Pressemitteilung
05. Juli 2007
Energiepolitik der PDS nicht zukunftsweisend, sondern dogmatisch
RAG-Börsengang ist unverzichtbar für Essen und den Industriestandort Deutschland
Als unseriös bezeichnet der stellvertretende Essener Juso-Vorsitzende Manuel Schmidt die Forderung der Partei „Die Linke“ nach einem Auslaufen der Kohlekraftwerke bis 2050. „Hier zeigt sich wieder einmal, dass die PDS-Nachfolgepartei mehr Wert auf Populismus statt auf echte Perspektiven legt“, sagte Schmidt.
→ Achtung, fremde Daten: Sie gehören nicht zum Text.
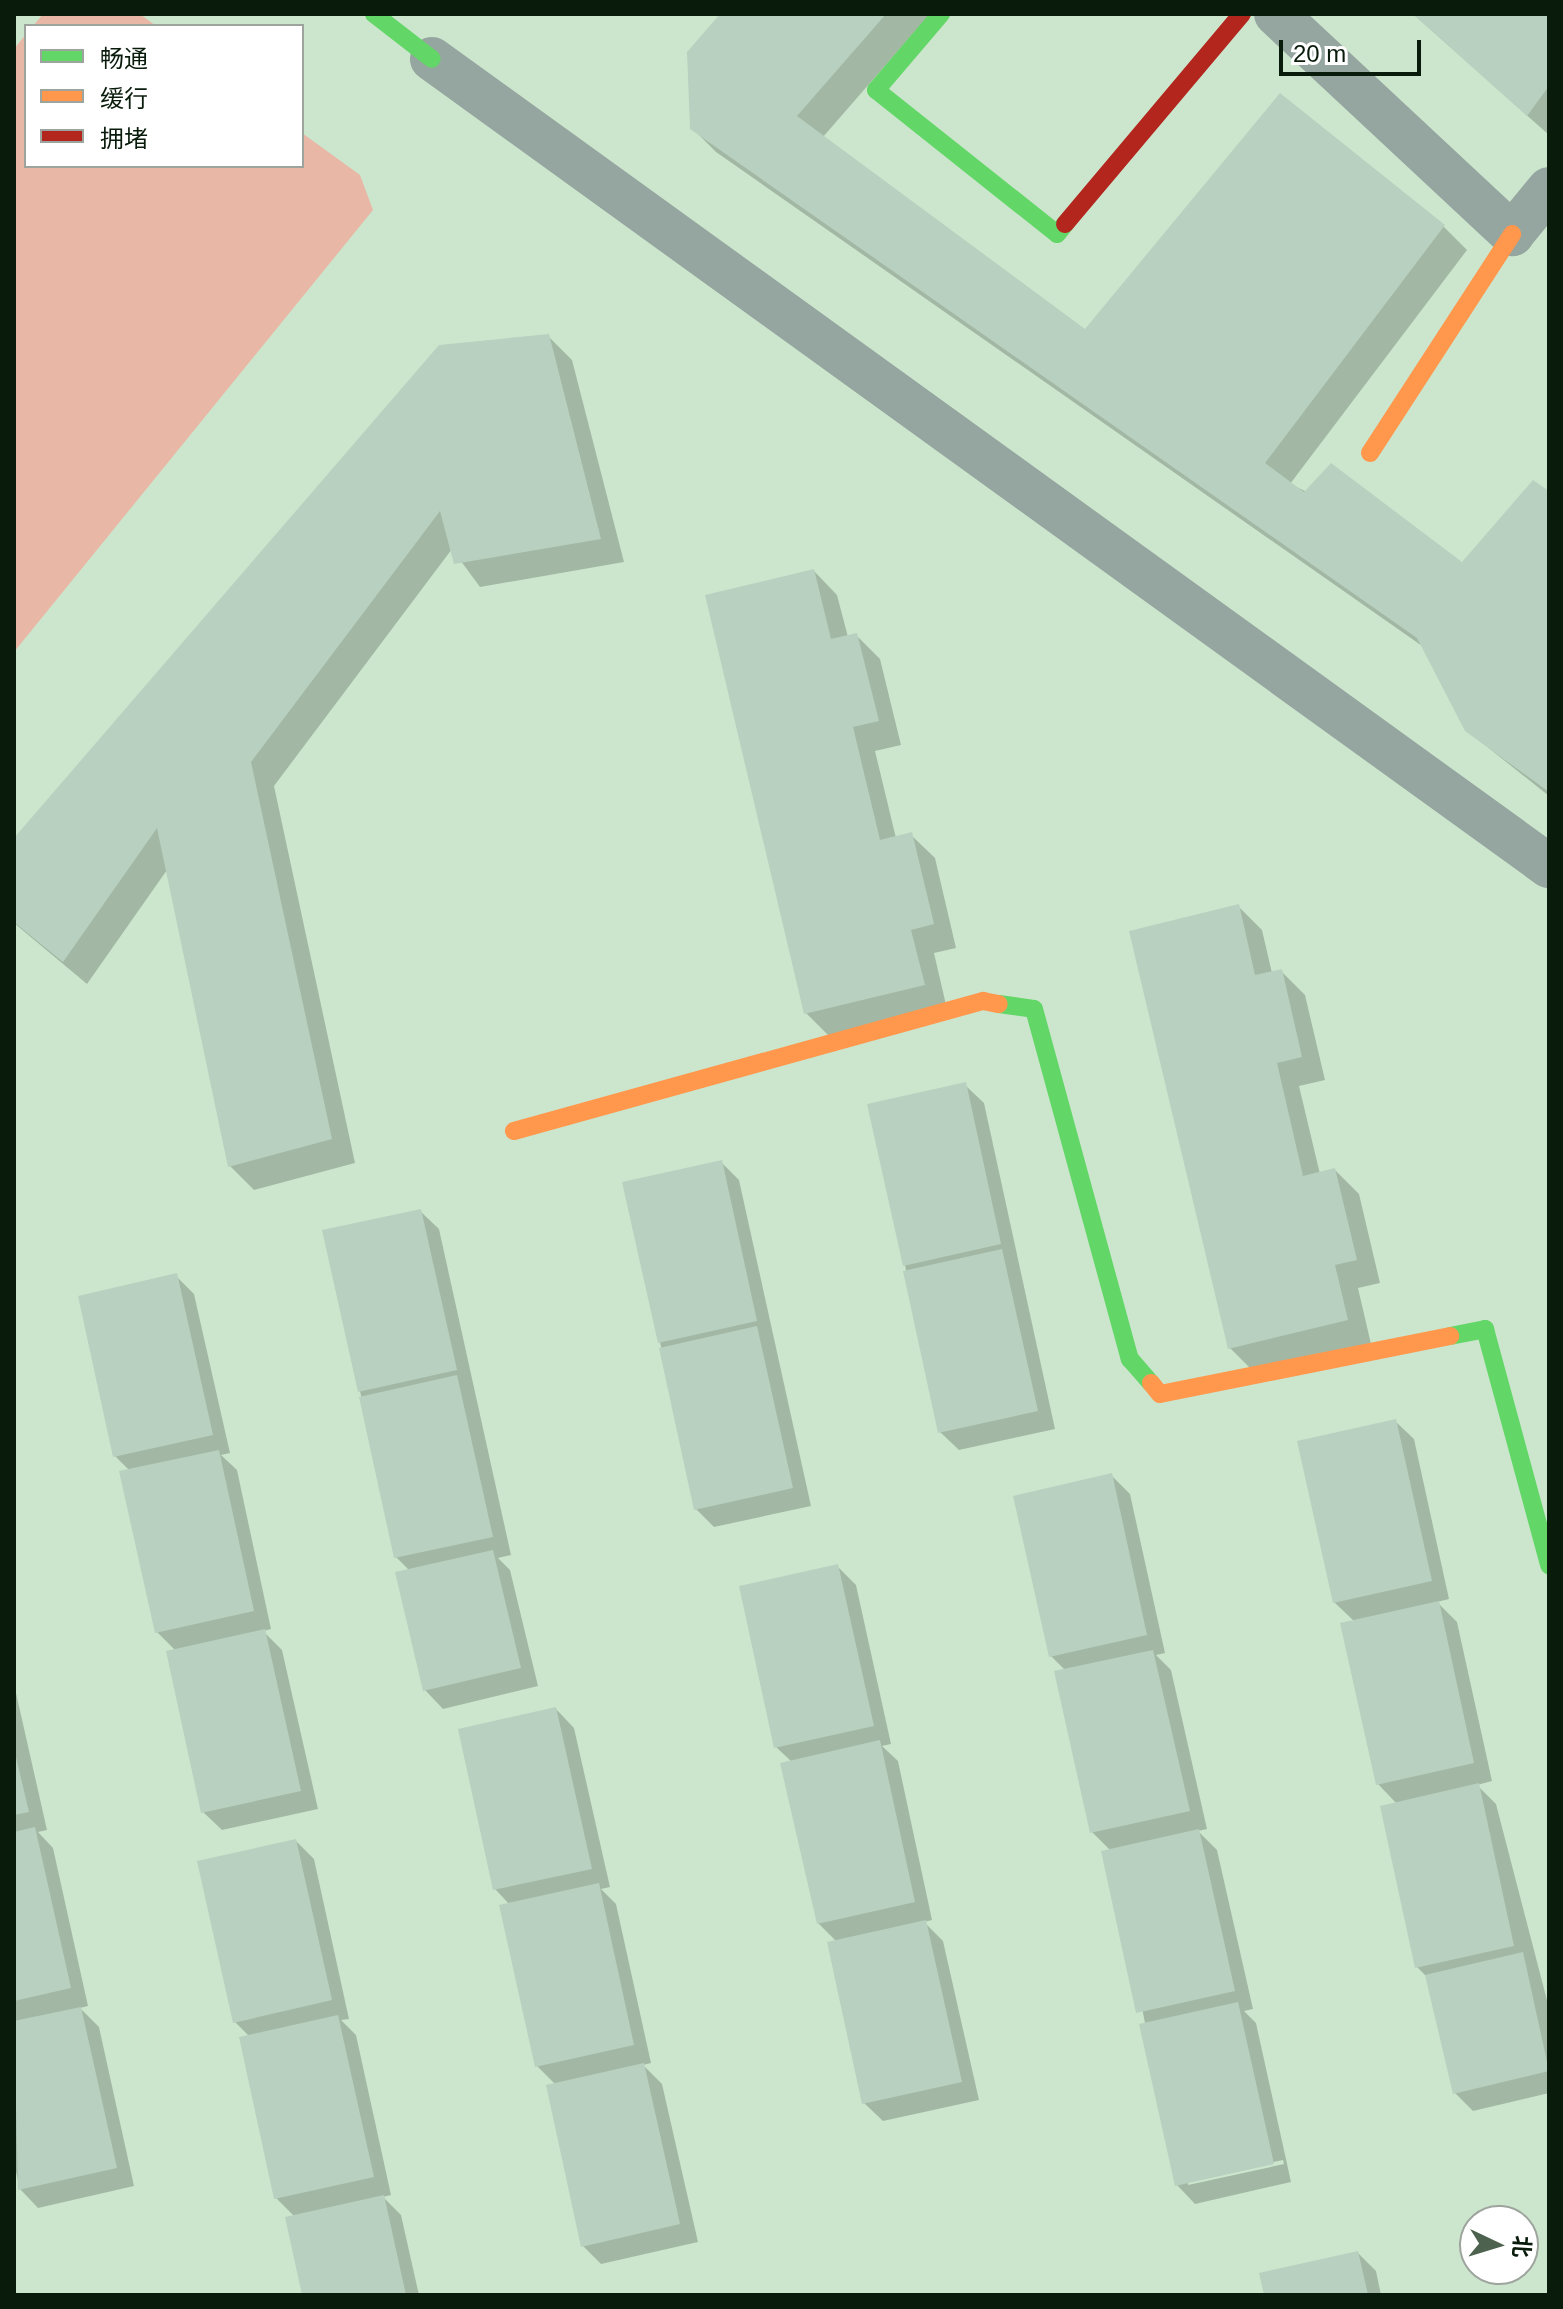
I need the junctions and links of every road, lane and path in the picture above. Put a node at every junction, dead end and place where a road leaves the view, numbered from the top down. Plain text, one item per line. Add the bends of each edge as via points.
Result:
1 (374, 14) edge
2 (941, 14) edge
3 (1242, 14) edge
4 (1276, 14) edge
5 (432, 59) joint
6 (1549, 189) edge
7 (1512, 234) junction
8 (1370, 453) dead end
9 (1549, 866) edge
10 (514, 1131) dead end
11 (1549, 1565) edge

1 - 5 street
2 - 3 street via 876,90 1057,234
4 - 7 street
5 - 9 street
6 - 7 street
7 - 8 street
10 - 11 street via 983,1001 1034,1009 1130,1359 1160,1394 1485,1329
Dass die PDS den bewährten Energiemix aufkündigen will, stößt bei den Jungsozialisten auf Widerstand. „Der Energiemix ist nicht nur ein Garant für Arbeitsplätze in der Technologieentwicklung, er ist auch ein Garant für die Stabilität der Energieversorgung in Deutschland“, erklärte Schmidt. Als billigste Polemik bezeichnet Schmidt die Forderungen der Linkspartei, die unter dem Deckmantel des Klimaschutzes nun ihre Dogmen unters Volk bringe. Mit seriöser Politik habe das nichts mehr zu tun, so Schmidt.Als völlig absurd bezeichnet Juso-Vorstandsmitglied Andreas Wiemers die Forderung der Linkspartei, die RAG nicht an die Börse zu bringen und den Konzern stattdessen in eine gemeinnützige Stiftung zu überführen. „Es ist unverantwortlich, wenn die rund 100.000 Beschäftigten im RAG-Konzern zum Spielball einer populistischen Politik degradiert werden“, kritisiert Wiemers. „Die Beschäftigten der RAG brauchen nach dem mühsam erzielten Kompromiss nun keine neue Spekulationen, sondern eine verlässliche Zukunftsperspektive. Es widerspricht jeglicher ökonomischer und politischer Vernunft, die RAG als einen zukunftsfähigen integrierten DAX-Konzern zu verhindern“, so Wiemers. Wer solche Forderungen in den Raum werfe, „zerstört Perspektiven und gefährdet langfristig Arbeitsplätze in Essen und für den Industriestandort Deutschland“, so Wiemers abschließend.